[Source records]
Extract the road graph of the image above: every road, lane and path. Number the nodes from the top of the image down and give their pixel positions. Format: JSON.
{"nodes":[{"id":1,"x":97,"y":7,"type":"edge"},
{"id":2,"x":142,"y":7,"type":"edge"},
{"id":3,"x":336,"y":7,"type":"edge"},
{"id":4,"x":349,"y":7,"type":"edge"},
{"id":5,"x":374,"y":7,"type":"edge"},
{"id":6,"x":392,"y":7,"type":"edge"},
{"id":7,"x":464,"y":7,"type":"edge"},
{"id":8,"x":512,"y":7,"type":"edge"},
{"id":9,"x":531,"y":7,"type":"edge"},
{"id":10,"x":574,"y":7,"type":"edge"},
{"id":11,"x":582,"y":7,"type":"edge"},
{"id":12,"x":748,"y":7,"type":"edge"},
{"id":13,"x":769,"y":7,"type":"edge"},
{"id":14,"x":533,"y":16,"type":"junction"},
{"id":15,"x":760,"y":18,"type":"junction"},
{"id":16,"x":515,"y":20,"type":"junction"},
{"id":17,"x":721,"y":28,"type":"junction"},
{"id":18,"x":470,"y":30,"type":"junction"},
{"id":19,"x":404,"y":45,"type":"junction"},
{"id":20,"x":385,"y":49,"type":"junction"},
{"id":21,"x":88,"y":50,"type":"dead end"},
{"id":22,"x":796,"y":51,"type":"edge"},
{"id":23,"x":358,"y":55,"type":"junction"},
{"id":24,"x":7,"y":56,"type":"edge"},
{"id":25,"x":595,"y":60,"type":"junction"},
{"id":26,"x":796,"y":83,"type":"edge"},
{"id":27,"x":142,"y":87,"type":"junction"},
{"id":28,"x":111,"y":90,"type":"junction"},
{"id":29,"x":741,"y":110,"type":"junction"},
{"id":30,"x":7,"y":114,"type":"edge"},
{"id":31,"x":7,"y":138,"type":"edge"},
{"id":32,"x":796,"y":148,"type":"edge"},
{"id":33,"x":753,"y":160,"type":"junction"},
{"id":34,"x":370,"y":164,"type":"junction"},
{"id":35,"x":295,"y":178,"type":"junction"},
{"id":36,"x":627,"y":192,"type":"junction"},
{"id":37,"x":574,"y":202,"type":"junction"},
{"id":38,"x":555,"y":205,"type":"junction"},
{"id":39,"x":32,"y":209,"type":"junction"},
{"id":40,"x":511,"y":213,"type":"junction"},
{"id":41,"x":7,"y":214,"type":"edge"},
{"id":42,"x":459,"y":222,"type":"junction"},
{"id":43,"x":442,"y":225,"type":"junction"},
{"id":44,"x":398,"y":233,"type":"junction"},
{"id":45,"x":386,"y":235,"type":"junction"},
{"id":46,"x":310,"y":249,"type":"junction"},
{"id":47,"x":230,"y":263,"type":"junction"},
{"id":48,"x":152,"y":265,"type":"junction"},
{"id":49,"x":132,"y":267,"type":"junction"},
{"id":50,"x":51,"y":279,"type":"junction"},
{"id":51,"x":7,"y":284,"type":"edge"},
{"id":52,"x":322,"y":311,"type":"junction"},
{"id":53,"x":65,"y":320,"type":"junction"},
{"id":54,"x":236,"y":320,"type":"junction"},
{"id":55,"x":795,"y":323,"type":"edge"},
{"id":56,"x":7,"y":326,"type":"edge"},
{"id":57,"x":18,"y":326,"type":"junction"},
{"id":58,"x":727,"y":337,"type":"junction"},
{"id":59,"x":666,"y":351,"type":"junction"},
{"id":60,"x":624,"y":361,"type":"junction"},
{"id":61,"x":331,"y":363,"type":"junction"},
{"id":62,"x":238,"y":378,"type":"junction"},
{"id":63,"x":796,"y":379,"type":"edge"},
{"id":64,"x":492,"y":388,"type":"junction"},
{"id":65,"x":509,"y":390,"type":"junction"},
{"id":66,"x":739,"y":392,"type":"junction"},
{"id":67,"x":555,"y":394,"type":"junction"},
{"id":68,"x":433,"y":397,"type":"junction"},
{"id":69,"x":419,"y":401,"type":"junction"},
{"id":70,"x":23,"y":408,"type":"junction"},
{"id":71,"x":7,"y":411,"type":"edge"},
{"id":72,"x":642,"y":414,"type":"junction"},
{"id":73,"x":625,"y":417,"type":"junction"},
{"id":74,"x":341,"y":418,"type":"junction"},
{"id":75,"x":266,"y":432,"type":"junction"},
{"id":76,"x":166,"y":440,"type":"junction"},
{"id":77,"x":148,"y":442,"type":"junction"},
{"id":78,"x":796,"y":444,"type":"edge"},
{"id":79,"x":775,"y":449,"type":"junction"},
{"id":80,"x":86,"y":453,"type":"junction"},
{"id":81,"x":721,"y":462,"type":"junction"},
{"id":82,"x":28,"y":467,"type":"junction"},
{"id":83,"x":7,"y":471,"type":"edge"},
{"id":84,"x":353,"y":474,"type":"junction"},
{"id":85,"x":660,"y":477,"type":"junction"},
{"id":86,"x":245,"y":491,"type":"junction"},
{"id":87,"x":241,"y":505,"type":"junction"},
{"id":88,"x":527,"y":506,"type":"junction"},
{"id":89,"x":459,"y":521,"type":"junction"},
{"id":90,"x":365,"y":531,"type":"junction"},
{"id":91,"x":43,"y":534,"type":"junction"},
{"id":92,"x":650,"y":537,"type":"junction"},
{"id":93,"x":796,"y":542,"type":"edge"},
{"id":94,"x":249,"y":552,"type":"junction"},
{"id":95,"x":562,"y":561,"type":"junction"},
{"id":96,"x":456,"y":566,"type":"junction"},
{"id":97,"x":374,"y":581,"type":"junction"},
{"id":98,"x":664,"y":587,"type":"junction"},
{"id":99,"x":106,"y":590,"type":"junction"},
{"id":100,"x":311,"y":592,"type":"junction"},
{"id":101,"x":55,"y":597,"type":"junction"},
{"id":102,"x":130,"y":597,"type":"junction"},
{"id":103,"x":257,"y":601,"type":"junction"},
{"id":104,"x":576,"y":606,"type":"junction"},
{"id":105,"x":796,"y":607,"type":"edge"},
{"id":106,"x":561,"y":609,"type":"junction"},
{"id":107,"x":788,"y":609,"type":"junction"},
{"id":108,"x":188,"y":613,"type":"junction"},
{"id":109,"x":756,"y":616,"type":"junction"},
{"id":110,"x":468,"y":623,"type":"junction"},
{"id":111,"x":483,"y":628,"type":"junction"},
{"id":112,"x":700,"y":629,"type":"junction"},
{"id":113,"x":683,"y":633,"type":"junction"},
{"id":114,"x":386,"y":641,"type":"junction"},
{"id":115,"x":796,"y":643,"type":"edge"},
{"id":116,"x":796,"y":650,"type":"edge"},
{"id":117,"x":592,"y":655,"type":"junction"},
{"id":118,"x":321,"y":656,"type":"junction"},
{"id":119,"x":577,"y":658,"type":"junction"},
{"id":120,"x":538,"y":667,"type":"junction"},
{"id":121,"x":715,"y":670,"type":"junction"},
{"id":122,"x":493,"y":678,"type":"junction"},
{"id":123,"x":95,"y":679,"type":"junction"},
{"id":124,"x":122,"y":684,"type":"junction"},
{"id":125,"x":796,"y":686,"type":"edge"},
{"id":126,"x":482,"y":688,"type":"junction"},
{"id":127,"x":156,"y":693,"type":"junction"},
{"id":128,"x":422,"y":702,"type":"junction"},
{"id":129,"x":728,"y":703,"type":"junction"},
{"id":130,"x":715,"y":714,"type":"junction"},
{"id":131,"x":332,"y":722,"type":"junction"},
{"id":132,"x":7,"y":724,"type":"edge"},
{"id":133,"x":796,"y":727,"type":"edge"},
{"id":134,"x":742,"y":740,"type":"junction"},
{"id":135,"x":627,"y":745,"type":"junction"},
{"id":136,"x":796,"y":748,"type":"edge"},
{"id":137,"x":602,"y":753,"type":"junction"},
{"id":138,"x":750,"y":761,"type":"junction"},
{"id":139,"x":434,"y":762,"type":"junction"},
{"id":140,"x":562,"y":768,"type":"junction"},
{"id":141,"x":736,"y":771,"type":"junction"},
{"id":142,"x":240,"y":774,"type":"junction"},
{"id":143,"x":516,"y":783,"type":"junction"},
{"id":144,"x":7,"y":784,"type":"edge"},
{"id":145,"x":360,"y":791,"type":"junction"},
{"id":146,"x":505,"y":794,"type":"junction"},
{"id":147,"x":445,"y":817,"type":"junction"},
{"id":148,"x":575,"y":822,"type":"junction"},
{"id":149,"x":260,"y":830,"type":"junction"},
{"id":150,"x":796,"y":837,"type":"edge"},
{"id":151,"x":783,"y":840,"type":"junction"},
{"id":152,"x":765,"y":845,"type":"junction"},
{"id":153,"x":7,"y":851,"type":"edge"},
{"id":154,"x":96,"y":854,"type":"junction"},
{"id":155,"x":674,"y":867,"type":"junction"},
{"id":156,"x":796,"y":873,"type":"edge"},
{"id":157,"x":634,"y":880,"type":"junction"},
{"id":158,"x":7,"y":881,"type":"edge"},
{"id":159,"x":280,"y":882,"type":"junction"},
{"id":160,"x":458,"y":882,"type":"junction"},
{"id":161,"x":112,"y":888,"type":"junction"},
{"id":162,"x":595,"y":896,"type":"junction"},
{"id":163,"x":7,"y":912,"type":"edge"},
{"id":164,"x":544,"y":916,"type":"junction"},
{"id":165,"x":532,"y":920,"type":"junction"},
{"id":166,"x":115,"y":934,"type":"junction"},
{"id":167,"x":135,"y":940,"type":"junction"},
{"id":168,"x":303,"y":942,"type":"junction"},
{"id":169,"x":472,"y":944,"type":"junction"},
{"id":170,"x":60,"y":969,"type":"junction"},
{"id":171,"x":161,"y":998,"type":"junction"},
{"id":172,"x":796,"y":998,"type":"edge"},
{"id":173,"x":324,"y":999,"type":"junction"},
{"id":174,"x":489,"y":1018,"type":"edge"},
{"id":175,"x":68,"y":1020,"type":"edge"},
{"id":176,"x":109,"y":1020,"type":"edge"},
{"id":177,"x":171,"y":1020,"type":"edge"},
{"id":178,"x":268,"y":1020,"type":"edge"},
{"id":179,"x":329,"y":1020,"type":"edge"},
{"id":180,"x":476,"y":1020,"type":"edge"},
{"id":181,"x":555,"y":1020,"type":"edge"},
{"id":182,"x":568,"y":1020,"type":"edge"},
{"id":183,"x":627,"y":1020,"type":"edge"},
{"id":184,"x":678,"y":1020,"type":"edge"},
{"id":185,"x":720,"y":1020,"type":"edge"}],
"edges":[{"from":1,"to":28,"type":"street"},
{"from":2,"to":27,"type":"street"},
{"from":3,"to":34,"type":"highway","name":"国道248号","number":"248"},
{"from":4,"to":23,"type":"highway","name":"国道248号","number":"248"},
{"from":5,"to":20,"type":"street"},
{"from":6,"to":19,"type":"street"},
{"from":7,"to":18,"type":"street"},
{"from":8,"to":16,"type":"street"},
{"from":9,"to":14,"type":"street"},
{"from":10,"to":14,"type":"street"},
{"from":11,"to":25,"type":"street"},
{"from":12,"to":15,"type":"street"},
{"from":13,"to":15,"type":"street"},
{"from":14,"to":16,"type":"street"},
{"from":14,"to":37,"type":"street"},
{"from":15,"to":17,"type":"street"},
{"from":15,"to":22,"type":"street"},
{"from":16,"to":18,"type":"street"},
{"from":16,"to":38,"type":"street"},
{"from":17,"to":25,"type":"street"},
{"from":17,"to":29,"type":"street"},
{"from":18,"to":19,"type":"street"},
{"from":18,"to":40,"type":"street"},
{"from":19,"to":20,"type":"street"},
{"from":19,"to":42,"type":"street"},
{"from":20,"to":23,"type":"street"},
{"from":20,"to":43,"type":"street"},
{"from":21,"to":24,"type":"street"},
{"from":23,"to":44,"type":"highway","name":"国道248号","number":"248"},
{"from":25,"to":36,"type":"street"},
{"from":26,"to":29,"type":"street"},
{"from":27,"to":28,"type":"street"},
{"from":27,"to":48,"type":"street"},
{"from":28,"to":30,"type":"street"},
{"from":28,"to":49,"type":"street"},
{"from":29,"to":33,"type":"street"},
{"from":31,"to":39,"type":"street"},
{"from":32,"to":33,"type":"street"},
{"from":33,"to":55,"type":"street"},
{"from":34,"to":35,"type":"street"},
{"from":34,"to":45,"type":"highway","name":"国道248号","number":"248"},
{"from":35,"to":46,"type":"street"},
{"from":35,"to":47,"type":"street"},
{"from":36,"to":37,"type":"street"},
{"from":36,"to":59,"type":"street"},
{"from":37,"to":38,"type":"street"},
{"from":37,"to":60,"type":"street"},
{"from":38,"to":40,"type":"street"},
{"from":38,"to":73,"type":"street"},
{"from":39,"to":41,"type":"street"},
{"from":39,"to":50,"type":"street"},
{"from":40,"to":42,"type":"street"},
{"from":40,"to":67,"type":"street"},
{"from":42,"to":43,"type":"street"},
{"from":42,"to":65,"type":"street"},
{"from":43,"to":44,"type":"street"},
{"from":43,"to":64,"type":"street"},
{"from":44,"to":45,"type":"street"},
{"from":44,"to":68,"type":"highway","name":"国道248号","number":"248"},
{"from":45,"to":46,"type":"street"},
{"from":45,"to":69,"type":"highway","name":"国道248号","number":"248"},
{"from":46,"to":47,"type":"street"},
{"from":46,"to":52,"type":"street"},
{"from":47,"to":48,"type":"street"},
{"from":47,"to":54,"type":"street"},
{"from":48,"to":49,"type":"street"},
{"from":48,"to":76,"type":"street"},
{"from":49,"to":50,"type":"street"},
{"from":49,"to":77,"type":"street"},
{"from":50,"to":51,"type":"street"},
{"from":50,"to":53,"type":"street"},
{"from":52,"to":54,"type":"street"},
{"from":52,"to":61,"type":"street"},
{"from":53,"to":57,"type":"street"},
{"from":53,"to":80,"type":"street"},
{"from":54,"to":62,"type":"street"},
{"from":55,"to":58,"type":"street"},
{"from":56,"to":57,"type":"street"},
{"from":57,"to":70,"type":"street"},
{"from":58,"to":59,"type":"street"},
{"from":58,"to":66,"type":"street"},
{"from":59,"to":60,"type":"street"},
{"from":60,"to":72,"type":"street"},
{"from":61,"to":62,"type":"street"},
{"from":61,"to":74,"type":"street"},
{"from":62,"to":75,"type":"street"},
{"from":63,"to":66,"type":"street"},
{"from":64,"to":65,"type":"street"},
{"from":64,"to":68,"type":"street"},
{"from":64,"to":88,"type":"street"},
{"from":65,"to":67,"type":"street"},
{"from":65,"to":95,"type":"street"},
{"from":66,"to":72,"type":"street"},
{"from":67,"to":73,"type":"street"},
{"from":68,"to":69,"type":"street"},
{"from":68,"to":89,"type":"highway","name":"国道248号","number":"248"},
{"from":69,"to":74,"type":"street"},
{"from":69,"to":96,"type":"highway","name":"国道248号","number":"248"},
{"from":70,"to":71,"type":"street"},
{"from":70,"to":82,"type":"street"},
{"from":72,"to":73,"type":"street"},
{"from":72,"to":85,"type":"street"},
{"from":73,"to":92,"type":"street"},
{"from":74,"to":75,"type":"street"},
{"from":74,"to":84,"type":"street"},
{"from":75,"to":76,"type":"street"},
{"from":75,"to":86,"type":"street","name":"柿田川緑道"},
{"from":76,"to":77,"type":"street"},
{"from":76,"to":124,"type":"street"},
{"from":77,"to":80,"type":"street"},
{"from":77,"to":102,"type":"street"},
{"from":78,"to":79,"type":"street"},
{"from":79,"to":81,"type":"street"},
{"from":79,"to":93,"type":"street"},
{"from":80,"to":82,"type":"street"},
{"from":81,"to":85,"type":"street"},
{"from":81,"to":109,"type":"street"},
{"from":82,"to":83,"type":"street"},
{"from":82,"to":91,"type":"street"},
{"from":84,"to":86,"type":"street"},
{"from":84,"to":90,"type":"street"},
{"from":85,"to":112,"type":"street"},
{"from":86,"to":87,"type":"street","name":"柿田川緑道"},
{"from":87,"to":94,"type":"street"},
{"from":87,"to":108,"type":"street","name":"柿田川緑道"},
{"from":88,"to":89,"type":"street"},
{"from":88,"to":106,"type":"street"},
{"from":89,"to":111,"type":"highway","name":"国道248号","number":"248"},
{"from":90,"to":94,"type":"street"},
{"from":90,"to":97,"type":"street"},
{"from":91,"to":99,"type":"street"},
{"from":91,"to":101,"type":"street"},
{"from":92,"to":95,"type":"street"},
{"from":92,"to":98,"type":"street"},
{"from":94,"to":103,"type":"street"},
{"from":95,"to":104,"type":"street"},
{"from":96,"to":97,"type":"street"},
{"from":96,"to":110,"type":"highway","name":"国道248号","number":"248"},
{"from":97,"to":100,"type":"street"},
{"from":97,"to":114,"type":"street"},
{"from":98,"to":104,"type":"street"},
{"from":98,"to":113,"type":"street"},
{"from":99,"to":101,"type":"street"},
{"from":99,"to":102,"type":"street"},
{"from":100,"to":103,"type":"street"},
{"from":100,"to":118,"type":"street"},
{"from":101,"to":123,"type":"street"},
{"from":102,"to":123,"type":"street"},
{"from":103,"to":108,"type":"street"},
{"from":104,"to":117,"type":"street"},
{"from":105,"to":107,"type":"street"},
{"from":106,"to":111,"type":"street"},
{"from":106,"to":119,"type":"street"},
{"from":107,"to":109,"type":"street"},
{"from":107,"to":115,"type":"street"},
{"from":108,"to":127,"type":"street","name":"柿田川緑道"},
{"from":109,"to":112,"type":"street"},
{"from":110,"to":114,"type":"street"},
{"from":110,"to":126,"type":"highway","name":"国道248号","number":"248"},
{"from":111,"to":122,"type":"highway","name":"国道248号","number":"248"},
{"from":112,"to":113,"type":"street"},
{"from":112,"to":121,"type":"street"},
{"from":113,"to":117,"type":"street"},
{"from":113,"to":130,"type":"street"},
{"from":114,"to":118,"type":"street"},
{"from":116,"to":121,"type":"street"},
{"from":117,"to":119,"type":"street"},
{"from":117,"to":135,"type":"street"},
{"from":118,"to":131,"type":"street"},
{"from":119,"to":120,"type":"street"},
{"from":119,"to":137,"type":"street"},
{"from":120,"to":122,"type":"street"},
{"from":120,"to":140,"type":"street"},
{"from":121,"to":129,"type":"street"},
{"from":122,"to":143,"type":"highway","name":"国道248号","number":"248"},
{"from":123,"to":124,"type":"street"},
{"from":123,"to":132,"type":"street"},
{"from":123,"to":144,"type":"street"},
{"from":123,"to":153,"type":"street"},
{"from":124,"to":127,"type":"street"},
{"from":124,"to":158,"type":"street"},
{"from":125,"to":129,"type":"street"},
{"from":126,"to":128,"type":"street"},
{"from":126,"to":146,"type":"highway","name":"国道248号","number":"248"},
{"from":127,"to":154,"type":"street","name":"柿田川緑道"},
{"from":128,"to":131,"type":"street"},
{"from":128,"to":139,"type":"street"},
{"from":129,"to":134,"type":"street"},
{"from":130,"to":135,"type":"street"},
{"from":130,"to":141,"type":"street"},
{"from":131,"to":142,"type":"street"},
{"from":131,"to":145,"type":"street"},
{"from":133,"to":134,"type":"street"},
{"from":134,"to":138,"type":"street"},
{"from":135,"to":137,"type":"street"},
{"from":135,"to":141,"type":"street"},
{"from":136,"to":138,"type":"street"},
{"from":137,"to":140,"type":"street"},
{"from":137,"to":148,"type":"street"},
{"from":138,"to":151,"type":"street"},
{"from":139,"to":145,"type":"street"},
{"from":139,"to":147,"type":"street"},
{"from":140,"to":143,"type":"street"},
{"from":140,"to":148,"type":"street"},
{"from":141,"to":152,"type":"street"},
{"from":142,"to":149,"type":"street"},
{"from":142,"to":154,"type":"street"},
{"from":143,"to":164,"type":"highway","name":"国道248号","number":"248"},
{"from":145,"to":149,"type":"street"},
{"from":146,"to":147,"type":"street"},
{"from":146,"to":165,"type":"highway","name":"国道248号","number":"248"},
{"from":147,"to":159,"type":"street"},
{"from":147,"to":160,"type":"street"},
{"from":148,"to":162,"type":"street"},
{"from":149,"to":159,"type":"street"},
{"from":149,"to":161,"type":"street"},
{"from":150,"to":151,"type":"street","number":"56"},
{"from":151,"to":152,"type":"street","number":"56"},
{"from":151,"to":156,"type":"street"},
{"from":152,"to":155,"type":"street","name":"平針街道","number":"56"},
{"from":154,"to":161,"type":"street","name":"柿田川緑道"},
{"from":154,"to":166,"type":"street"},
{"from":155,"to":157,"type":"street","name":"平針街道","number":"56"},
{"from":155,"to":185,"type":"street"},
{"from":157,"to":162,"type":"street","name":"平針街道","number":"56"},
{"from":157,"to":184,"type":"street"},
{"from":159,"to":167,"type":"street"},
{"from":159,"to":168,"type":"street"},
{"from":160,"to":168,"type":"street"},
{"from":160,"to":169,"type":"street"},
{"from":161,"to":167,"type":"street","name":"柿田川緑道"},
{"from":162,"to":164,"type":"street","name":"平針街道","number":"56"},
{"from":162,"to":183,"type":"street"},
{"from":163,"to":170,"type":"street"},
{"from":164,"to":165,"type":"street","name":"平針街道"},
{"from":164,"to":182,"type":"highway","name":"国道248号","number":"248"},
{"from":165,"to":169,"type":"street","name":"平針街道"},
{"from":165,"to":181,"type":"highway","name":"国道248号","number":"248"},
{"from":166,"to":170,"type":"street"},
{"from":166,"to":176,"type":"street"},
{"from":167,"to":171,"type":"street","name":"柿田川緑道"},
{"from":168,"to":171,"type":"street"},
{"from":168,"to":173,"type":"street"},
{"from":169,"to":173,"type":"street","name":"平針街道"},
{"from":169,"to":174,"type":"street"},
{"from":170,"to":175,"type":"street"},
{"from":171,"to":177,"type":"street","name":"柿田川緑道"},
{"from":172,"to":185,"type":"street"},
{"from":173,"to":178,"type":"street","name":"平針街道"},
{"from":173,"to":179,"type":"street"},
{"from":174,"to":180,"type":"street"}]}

What you will do:
The answer must consist of every line from the entries that holds the string "nodes".

Solution to this problem:
Extract the road graph of the image above: every road, lane and path. Number the nodes from the top of the image down and give their pixel positions. Format: JSON.
{"nodes":[{"id":1,"x":97,"y":7,"type":"edge"},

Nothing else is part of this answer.